ABOUT THIS TASK.
From the records below, please return each line that holds the word "middle".

DATASET.

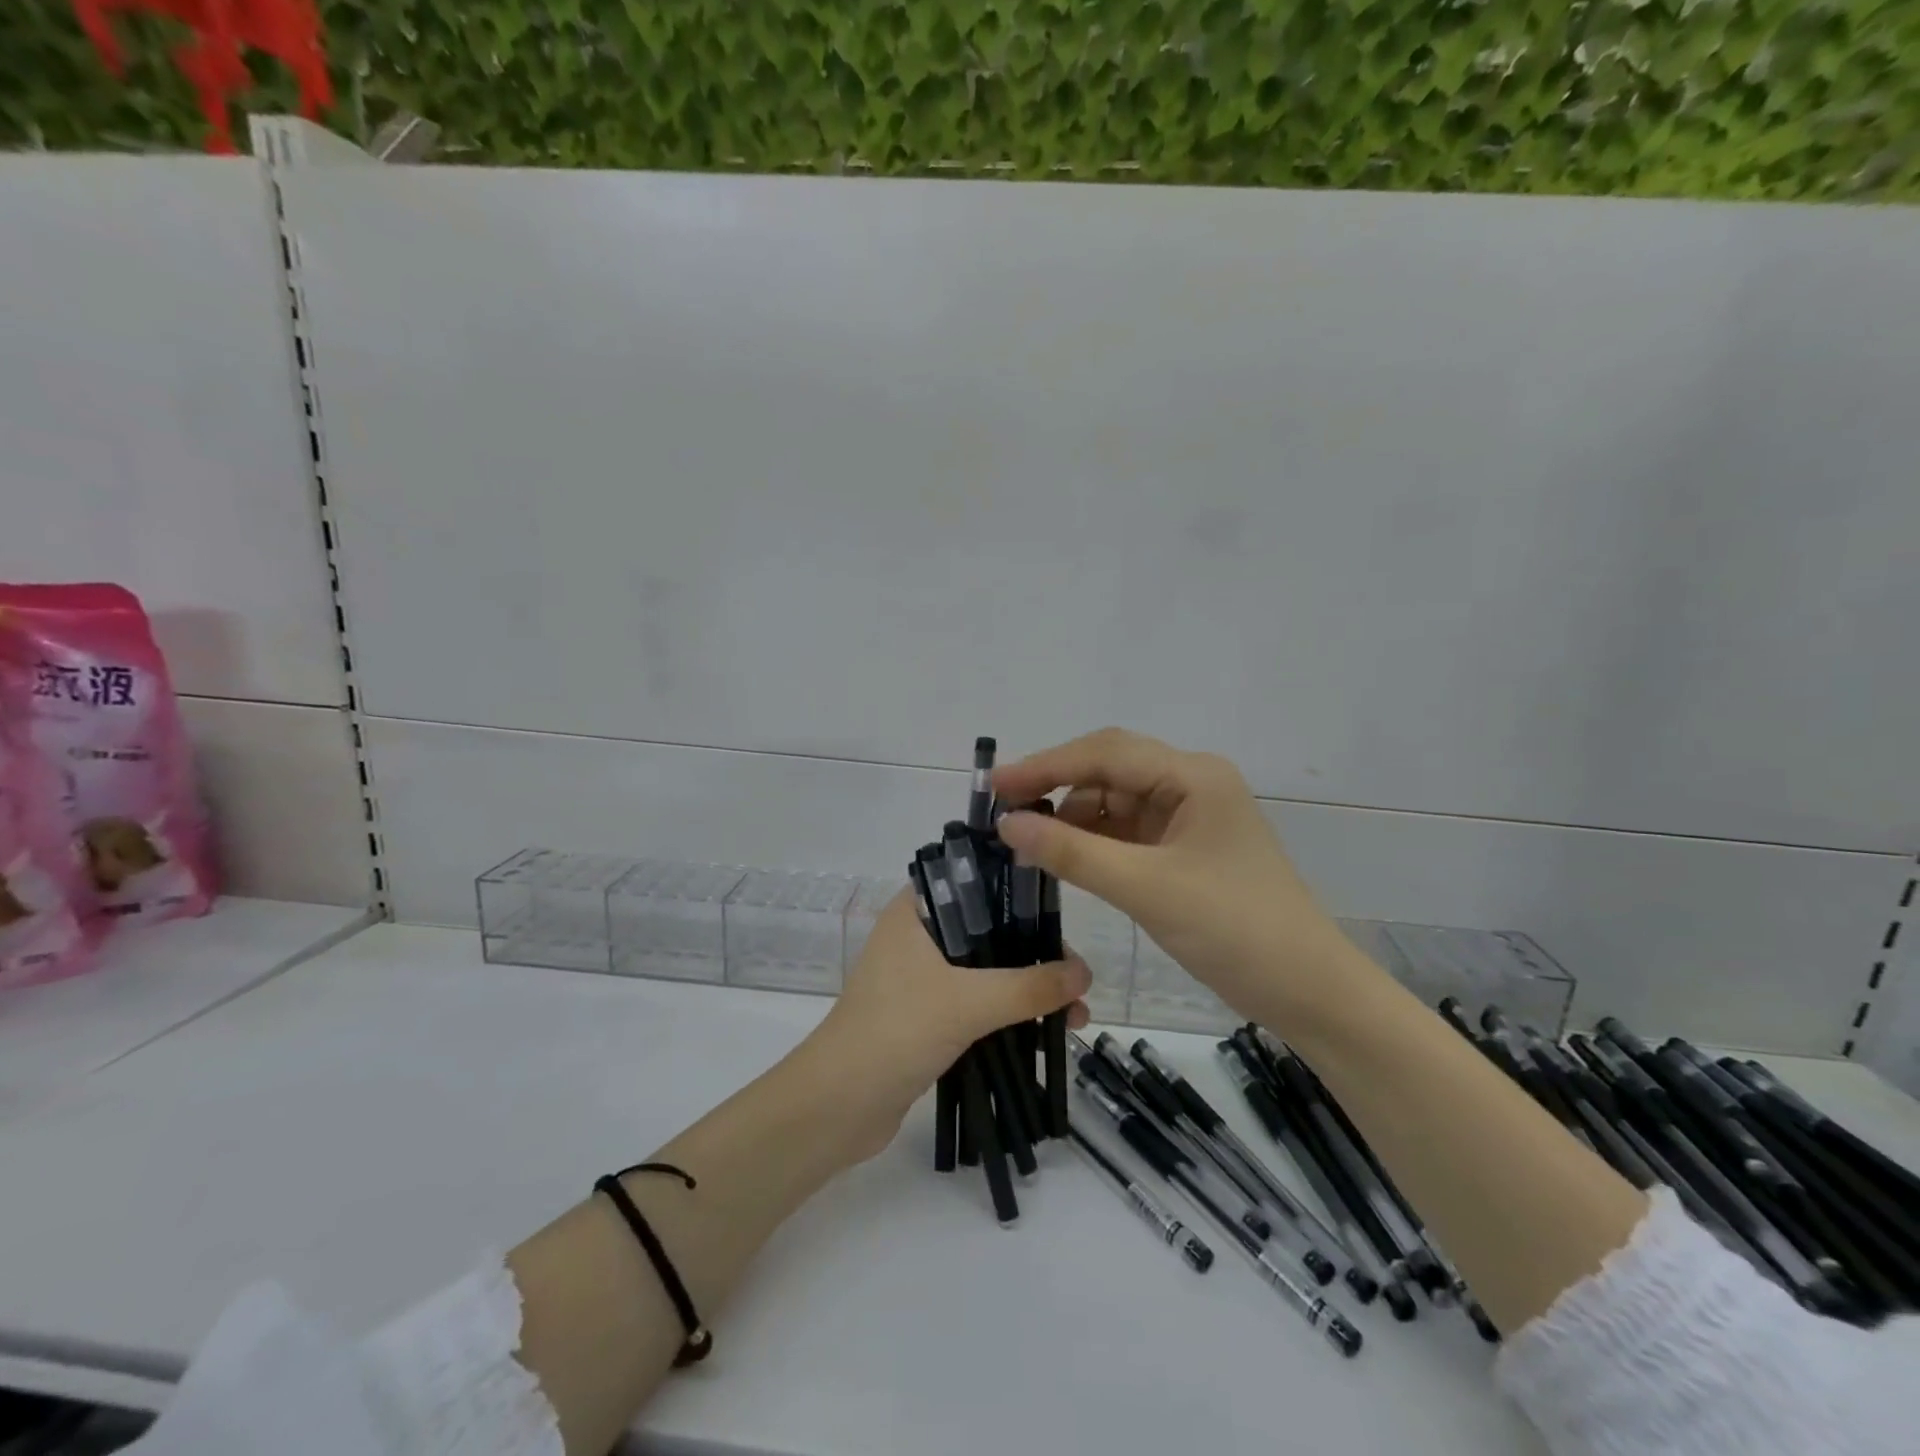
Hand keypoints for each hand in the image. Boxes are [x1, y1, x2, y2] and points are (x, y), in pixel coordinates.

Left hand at [805, 889, 1089, 1162]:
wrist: (838, 1107)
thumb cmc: (897, 1032)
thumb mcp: (968, 1003)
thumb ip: (1029, 986)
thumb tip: (1085, 973)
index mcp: (916, 911)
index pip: (975, 880)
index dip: (1019, 892)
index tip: (1061, 913)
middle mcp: (918, 935)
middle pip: (989, 929)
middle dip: (1036, 952)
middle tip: (1077, 977)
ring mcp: (921, 977)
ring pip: (988, 969)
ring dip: (1029, 988)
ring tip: (1077, 1014)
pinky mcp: (927, 1015)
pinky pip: (979, 1002)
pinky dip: (1010, 1012)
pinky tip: (1047, 1030)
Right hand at [993, 728, 1361, 1025]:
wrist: (1308, 992)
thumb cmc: (1234, 929)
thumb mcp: (1146, 888)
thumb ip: (1073, 852)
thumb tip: (1007, 824)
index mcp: (1193, 776)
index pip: (1105, 753)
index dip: (1045, 765)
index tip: (994, 787)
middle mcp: (1190, 784)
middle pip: (1109, 770)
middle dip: (1055, 786)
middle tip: (1003, 812)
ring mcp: (1188, 817)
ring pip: (1114, 802)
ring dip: (1072, 817)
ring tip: (1027, 842)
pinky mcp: (1183, 849)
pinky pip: (1126, 832)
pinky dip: (1092, 842)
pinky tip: (1063, 857)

ANSWER BOX.
middle mcp: (918, 935)
middle pip: (989, 929)
middle dip: (1036, 952)
middle tip: (1077, 977)
middle mcp: (1190, 784)
middle pip: (1109, 770)
middle dip: (1055, 786)
middle tip: (1003, 812)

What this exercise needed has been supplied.